BEGIN Supplied material

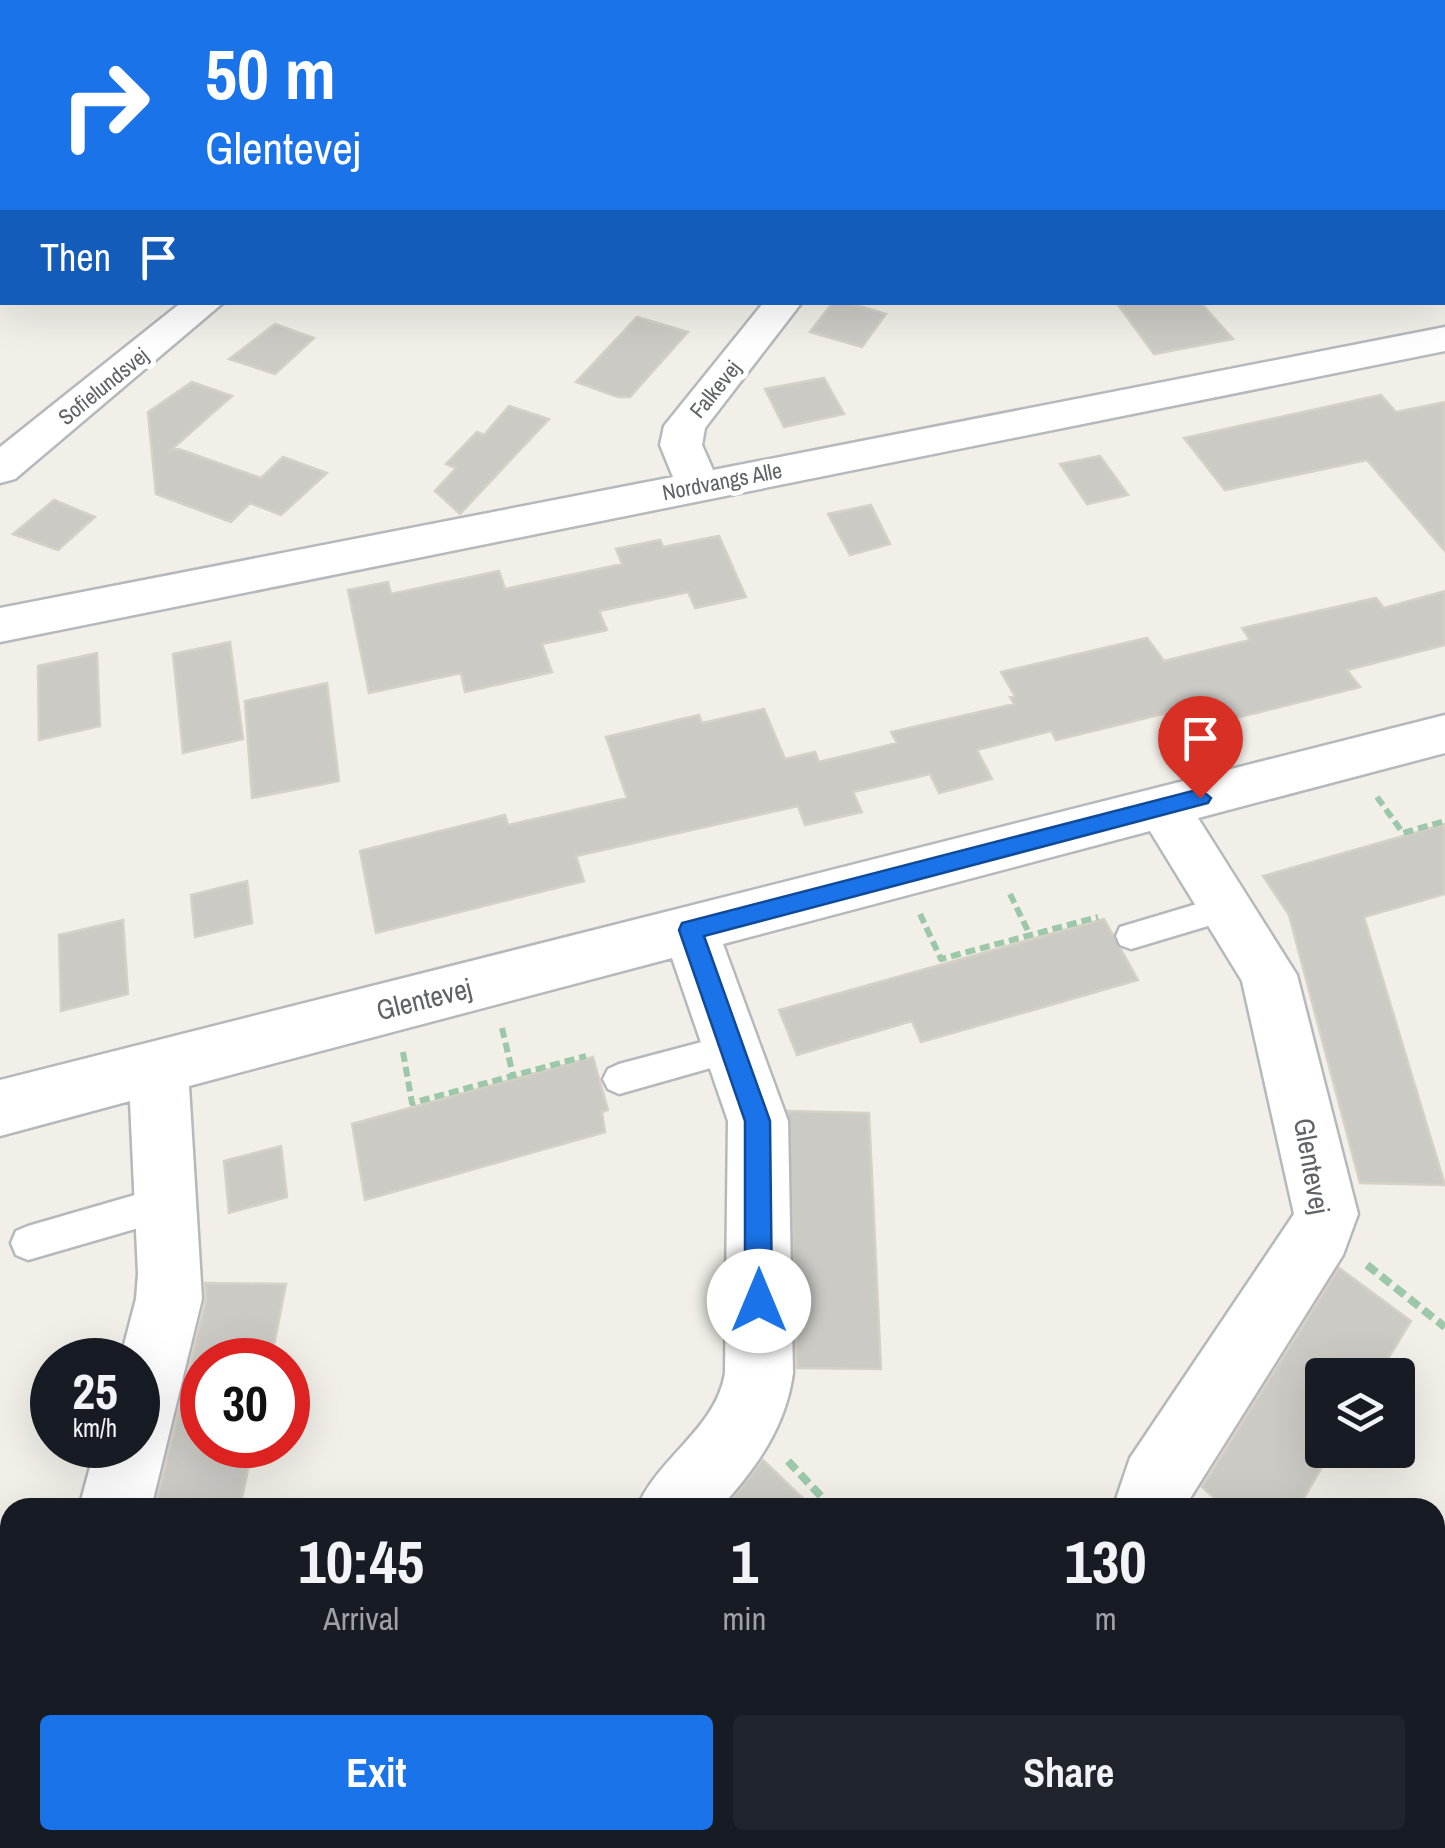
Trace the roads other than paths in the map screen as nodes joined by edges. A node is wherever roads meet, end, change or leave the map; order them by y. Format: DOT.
graph roads {
  1 [pos="202,305"];
  2 [pos="782,305"];
  3 [pos="1445,339"];
  4 [pos="0,469"];
  5 [pos="698,485"];
  6 [pos="0,624"];
  7 [pos="1445,734"];
  8 [pos="1163,807"];
  9 [pos="1228,908"];
  10 [pos="690,930"];
  11 [pos="1131,936"];
  12 [pos="732,1048"];
  13 [pos="158,1067"];
  14 [pos="619,1078"];
  15 [pos="0,1108"];
  16 [pos="166,1203"];
  17 [pos="28,1243"];
  18 [pos="159,1338"];
  19 [pos="126,1468"];
  20 [pos="118,1498"];
  21 [pos="681,1498"];
  22 [pos="1150,1498"];
  1 -- 4 [label="street, Sofielundsvej"];
  2 -- 5 [label="street, Falkevej"];
  3 -- 5 [label="street, Nordvangs Alle"];
  5 -- 6 [label="street, Nordvangs Alle"];
  7 -- 8 [label="street, Glentevej"];
  8 -- 9 [label="street, Glentevej"];
  8 -- 10 [label="street, Glentevej"];
  9 -- 11 [label="lane"];
  9 -- 22 [label="street, Glentevej"];
  10 -- 12 [label="street"];
  10 -- 13 [label="street, Glentevej"];
  12 -- 14 [label="lane"];
  12 -- 21 [label="street"];
  13 -- 15 [label="street, Glentevej"];
  13 -- 16 [label="street"];
  16 -- 17 [label="lane"];
  16 -- 18 [label="street"];
  19 -- 20 [label="street"];
}
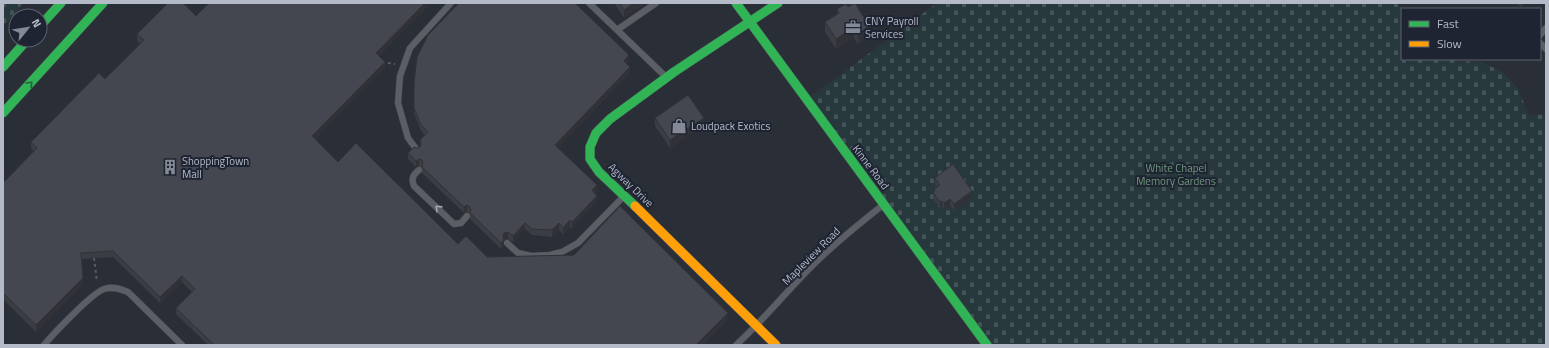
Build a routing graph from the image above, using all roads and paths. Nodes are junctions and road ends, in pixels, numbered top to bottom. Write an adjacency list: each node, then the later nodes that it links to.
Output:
1 (61, 3): 8 (street)
2 (102, 3): 16 (street, one-way to 2)
3 (451, 3): 13 (lane)
4 (589, 3): 10 (lane)
5 (656, 3): 10 (lane)
6 (736, 3): 9 (street, Kinne Road)
7 (778, 3): 9 (street, Agway Drive)
8 (48, 17)
9 (749, 21): 15 (street, Agway Drive); 20 (street, Kinne Road)
10 (617, 30): 15 (lane)
11 (20, 48): 14 (street)
12 (380, 63): 13 (path)
13 (403, 65): 17 (lane)
14 (3, 67)
15 (667, 77): 19 (street, Agway Drive)
16 (3, 113)
17 (417, 150)
18 (419, 170): 21 (lane, one-way to 18)
19 (624, 195): 22 (lane); 25 (street, Agway Drive)
20 (884, 204): 25 (lane, Mapleview Road); 30 (street, Kinne Road)
21 (467, 216)
22 (507, 243)
23 (94, 258): 24 (path)
24 (98, 291): 26 (lane); 27 (lane)
25 (757, 327): 28 (lane, Mapleview Road); 29 (street, Agway Drive)
26 (44, 345)
27 (182, 345)
28 (736, 345)
29 (776, 345)
30 (988, 345)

END Supplied material

== What to do ==
Each entry should be transcribed exactly as given, with pictures omitted.

== Your response ==
Trace the roads other than paths in the map screen as nodes joined by edges. A node is wherever roads meet, end, change or leave the map; order them by y. Format: DOT.
graph roads {
  1 [pos="202,305"];
  2 [pos="782,305"];
  3 [pos="1445,339"];
  4 [pos="0,469"];
  5 [pos="698,485"];
  6 [pos="0,624"];
  7 [pos="1445,734"];
  8 [pos="1163,807"];
  9 [pos="1228,908"];
  10 [pos="690,930"];
  11 [pos="1131,936"];
  12 [pos="732,1048"];
  13 [pos="158,1067"];
  14 [pos="619,1078"];
  15 [pos="0,1108"];
  16 [pos="166,1203"];
  17 [pos="28,1243"];
  18 [pos="159,1338"];
  19 [pos="126,1468"];
  20 [pos="118,1498"];
  21 [pos="681,1498"];
  22 [pos="1150,1498"];
  1 -- 4 [label="street, Sofielundsvej"];
  2 -- 5 [label="street, Falkevej"];
  3 -- 5 [label="street, Nordvangs Alle"];
  5 -- 6 [label="street, Nordvangs Alle"];
  7 -- 8 [label="street, Glentevej"];
  8 -- 9 [label="street, Glentevej"];
  8 -- 10 [label="street, Glentevej"];
  9 -- 11 [label="lane"];
  9 -- 22 [label="street, Glentevej"];
  10 -- 12 [label="street"];
  10 -- 13 [label="street, Glentevej"];
  12 -- 14 [label="lane"];
  12 -- 21 [label="street"];
  13 -- 15 [label="street, Glentevej"];
  13 -- 16 [label="street"];
  16 -- 17 [label="lane"];
  16 -- 18 [label="street"];
  19 -- 20 [label="street"];
}
Build a routing graph from the image above, using all roads and paths. Nodes are junctions and road ends, in pixels, numbered top to bottom. Write an adjacency list: each node, then the later nodes that it links to.
Output:
1 (61, 3): 8 (street)
2 (102, 3): 16 (street, one-way to 2)
3 (451, 3): 13 (lane)
4 (589, 3): 10 (lane)
5 (656, 3): 10 (lane)
6 (736, 3): 9 (street, Kinne Road)
7 (778, 3): 9 (street, Agway Drive)
8 (48, 17)
9 (749, 21): 15 (street, Agway Drive); 20 (street, Kinne Road)
10 (617, 30): 15 (lane)
11 (20, 48): 14 (street)
12 (380, 63): 13 (path)
13 (403, 65): 17 (lane)
14 (3, 67)
15 (667, 77): 19 (street, Agway Drive)
16 (3, 113)
17 (417, 150)
18 (419, 170): 21 (lane, one-way to 18)
19 (624, 195): 22 (lane); 25 (street, Agway Drive)
20 (884, 204): 25 (lane, Mapleview Road); 30 (street, Kinne Road)
21 (467, 216)
22 (507, 243)
23 (94, 258): 24 (path)
24 (98, 291): 26 (lane); 27 (lane)
25 (757, 327): 28 (lane, Mapleview Road); 29 (street, Agway Drive)
26 (44, 345)
27 (182, 345)
28 (736, 345)
29 (776, 345)
30 (988, 345)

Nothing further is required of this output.